* _Work instruction_: Output the entries below exactly, from the first line to the line holding "position:relative; width:534px; height:1714px;", both included.

*** Opening Provided information ***

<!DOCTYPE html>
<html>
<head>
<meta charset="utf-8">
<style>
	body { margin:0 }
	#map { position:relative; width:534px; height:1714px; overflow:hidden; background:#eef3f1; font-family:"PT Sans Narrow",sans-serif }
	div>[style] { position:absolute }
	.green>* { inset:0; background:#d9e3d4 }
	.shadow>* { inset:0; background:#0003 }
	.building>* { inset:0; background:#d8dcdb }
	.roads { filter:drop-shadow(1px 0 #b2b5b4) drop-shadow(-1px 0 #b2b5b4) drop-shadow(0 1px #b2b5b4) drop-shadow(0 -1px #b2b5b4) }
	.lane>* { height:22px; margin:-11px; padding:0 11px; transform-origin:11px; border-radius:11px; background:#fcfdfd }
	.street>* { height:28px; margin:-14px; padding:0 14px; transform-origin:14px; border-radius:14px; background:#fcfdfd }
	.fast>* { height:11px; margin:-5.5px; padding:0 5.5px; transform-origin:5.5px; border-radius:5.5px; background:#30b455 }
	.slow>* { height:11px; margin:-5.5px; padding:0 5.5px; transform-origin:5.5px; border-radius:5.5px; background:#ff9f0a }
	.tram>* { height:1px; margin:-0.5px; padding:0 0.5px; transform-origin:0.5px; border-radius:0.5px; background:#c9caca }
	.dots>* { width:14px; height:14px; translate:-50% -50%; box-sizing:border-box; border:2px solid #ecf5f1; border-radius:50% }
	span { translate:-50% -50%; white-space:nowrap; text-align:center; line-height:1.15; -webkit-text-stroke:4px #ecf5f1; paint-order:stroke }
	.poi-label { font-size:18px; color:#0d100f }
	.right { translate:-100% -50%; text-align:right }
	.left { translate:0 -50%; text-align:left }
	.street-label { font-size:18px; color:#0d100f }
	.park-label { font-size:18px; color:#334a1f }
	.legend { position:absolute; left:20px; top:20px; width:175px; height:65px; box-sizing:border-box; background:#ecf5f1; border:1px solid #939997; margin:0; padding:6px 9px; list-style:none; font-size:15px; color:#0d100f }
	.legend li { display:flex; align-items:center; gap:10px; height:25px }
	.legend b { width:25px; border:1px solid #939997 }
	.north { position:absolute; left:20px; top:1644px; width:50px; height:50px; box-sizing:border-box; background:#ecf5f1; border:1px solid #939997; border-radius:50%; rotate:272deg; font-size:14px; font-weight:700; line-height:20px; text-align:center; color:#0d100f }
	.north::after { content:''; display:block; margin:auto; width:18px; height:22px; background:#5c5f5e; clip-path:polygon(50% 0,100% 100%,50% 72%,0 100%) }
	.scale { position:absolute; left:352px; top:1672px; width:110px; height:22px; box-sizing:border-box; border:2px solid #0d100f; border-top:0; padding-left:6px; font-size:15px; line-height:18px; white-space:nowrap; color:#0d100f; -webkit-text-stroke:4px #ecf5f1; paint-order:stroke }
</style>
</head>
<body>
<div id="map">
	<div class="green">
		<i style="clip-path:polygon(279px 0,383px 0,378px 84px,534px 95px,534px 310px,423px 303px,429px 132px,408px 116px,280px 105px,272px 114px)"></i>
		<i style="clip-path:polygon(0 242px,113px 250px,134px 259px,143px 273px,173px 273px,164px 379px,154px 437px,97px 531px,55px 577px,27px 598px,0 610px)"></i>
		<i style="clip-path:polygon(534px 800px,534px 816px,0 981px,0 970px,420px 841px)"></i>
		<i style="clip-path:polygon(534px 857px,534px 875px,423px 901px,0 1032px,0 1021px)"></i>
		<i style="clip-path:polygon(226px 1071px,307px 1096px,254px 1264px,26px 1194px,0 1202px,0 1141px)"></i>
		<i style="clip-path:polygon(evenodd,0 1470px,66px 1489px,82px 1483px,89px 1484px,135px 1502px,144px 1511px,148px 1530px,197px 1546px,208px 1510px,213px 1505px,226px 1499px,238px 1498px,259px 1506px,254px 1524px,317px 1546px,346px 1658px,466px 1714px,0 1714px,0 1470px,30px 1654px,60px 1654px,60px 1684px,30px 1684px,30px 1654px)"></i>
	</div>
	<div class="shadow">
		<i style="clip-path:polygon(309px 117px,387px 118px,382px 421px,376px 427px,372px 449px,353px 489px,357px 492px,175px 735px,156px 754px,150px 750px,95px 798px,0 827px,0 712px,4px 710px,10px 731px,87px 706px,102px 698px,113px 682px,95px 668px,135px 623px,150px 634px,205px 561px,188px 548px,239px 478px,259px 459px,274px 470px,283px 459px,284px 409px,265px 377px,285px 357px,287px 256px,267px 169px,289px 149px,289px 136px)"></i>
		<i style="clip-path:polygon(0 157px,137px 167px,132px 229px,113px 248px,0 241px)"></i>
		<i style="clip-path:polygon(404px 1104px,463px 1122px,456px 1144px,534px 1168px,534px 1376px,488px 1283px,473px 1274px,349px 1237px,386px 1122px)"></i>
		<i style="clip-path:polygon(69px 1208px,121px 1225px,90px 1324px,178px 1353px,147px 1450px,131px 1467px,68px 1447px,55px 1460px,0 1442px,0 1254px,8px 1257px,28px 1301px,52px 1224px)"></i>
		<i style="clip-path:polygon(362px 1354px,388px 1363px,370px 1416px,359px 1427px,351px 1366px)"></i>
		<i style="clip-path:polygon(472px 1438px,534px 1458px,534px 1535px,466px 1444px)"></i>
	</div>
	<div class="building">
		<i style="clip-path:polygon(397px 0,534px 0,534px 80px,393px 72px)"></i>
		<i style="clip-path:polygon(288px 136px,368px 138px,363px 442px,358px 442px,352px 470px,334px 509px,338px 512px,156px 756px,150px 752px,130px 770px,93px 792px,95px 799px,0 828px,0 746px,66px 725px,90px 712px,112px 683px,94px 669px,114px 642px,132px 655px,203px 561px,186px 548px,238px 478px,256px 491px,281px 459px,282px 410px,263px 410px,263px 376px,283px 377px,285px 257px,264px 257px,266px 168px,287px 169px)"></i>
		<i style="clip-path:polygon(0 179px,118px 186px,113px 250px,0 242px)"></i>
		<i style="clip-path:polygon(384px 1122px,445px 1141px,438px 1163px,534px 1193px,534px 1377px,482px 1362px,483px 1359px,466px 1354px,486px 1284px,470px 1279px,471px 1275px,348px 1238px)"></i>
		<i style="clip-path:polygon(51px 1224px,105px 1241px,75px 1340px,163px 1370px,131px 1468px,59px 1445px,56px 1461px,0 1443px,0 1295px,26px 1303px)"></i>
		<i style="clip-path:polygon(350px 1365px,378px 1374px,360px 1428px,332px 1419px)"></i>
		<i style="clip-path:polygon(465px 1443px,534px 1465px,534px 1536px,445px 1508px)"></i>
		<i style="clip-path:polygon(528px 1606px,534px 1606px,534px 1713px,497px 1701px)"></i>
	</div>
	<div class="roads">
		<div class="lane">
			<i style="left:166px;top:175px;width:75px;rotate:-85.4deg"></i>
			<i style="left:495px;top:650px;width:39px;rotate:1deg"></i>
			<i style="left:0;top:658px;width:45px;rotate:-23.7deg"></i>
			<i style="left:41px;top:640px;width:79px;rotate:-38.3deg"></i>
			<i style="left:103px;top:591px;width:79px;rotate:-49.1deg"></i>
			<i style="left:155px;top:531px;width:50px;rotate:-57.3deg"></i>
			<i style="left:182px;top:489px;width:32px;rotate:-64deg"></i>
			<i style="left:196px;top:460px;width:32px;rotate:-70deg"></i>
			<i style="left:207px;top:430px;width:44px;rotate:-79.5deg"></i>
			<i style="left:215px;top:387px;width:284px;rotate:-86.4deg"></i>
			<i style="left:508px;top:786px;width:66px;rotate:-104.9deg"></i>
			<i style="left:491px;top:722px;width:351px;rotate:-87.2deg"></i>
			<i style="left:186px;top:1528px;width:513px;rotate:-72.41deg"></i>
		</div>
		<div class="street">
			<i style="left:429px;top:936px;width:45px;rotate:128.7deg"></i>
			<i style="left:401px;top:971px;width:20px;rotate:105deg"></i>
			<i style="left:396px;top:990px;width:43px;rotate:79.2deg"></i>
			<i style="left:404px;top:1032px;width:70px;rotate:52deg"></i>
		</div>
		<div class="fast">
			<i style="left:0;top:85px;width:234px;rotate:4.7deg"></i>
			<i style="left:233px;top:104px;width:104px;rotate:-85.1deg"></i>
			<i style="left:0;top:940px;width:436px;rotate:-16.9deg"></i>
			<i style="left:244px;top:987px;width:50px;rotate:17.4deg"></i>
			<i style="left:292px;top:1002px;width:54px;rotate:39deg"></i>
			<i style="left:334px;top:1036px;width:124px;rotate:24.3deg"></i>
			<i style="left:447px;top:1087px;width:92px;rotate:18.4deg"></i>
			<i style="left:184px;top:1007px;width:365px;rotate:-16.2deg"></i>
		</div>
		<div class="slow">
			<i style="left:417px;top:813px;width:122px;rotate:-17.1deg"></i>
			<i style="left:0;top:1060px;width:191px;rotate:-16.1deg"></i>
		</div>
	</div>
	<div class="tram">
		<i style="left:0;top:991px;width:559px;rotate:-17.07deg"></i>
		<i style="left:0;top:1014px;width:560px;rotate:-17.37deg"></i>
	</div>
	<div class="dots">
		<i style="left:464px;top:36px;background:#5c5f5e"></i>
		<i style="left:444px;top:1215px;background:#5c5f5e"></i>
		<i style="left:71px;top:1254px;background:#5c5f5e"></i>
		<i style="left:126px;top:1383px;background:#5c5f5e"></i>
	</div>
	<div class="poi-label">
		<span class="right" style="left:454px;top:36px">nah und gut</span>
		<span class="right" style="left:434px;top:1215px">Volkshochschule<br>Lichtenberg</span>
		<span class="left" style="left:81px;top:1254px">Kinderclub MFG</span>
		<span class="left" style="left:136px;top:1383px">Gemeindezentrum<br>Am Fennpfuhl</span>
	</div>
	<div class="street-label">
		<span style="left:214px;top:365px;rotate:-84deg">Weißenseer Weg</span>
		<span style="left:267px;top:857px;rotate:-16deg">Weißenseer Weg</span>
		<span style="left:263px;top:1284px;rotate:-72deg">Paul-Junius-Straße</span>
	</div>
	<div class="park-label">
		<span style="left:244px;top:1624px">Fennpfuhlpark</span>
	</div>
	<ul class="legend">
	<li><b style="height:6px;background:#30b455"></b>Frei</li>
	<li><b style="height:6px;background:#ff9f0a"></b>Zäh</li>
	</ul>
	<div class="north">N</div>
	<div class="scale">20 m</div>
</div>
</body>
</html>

*** Closing Provided information ***

* _Exercise output_:
<!DOCTYPE html>
<html>
<head>
<meta charset="utf-8">
<style>
	body { margin:0 }
	#map { position:relative; width:534px; height:1714px; overflow:hidden; background:#eef3f1; font-family:"PT Sans Narrow",sans-serif }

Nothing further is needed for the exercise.